Word of the week

Word of the week: sponge-worthy

Sponge-worthy is the second example of a hyphenated “Word of the Week” (after Eye-watering from last December). The word will resonate with fans of the US sitcom “Seinfeld”. I have written elsewhere (in my 9,000 words about watching every Shakespeare play in 2003/4) that the UK is probably the only English-speaking territory where the show was a minority interest rather than a mainstream hit. It was shown on BBC2 after 11pm on Tuesday nights, unless there was a darts or snooker competition at the time, in which case it got bumped, and we were usually 3 or 4 series behind the rest of the world. The last episode was broadcast in the US in May 1998, over 18 years ago.

“The Sponge” is from Series 7 of the show (originally broadcast in December 1995) and features Elaine learning that the Today Sponge (her contraceptive of choice) has been withdrawn from the market. She tries numerous pharmacies before tracking down the last remaining supplies, and buys whatever she can find. Subsequently (with only a limited supply of sponges, and no prospect of replenishing her stocks) she has to work out if someone is “sponge-worthy” before having sex with him. It changes her whole approach to dating. Is the guy she’s with sponge-worthy? And if he is, how many sponges is he worth?

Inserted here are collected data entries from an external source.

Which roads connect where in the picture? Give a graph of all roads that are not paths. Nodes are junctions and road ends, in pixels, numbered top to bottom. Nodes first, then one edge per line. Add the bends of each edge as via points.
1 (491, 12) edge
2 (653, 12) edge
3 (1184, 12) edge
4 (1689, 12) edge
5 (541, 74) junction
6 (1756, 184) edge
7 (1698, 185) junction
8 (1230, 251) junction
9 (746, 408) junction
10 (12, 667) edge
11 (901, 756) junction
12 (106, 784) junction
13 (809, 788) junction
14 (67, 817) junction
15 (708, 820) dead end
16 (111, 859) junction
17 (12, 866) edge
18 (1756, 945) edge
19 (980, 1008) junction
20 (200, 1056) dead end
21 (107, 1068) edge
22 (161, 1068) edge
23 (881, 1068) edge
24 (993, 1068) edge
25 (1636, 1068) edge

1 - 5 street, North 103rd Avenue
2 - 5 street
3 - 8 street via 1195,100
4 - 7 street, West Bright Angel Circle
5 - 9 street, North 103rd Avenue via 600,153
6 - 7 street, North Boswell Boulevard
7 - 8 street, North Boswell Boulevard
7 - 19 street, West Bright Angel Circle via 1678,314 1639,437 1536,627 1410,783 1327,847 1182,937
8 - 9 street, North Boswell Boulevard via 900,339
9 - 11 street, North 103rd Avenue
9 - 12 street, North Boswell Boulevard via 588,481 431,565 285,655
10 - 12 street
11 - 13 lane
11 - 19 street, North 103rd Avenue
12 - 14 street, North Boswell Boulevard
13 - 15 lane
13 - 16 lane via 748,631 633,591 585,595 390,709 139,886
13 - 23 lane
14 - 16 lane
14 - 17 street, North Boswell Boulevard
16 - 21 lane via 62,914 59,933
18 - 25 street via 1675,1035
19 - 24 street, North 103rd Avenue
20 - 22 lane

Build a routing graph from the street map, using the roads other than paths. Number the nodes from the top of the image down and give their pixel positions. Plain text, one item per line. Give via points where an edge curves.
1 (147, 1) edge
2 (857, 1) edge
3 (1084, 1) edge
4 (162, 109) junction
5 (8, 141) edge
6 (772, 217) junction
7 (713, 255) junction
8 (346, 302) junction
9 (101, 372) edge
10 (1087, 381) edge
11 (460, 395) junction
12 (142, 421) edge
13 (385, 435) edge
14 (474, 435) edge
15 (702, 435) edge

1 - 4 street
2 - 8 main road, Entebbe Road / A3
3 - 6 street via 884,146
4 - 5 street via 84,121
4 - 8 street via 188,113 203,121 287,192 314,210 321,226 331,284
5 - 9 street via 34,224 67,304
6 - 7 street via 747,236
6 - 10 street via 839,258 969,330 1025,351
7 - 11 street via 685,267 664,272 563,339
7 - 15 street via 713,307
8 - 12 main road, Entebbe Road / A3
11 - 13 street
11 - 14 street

I think about the word a lot, not in its original context, but in the more general sense of conserving a limited amount of resources. Stephen R Covey’s 4th Habit (of his “7 Habits of Highly Effective People”) is to “Think Win-Win”, and as part of this he advises you to develop an “Abundance Mentality” rather than a “Scarcity Mentality”. It’s a good idea but some resources, and some of the things that we love, are not as abundant as we would like. I have various items of clothing that I cherish for different reasons and which cannot be replaced. There are favourite t-shirts, from bands and bars that no longer exist, or featuring sports logos that have changed. I have a New York Celtic Supporters Club t-shirt, given to me by a cousin in Ireland, and one from the Fiddlers Elbow chain of Irish bars in Italy (Rome, Florence, Venice: we visited all three). It was the last one left in the Venice bar: I asked them to take it down from the wall to sell it to me, and wish that I had done the same thing on my first trip to Rocky Sullivan’s in Lexington Avenue. They also had just one t-shirt left, pinned to the wall above the bar, and on subsequent visits over the years they never had any more for sale. The bar has now relocated to Brooklyn; if there is Rocky Sullivan’s merchandise these days it’s from a different place.

I have a favourite tie that my mother gave me 20 years ago, less than a year before she died, and a grey checked shirt that she gave me about the same time. I think about her even more than usual when wearing either item. If I had worn them once a week they would not have lasted for 20 years. The time may come when the shirt collar has frayed or the tie has met with some unfortunate spillage but I have conserved these limited resources so that they’re still wearable now. Like Elaine in “Seinfeld” (but in a very different context) I am trying to ration how much use I make of something that won’t last forever.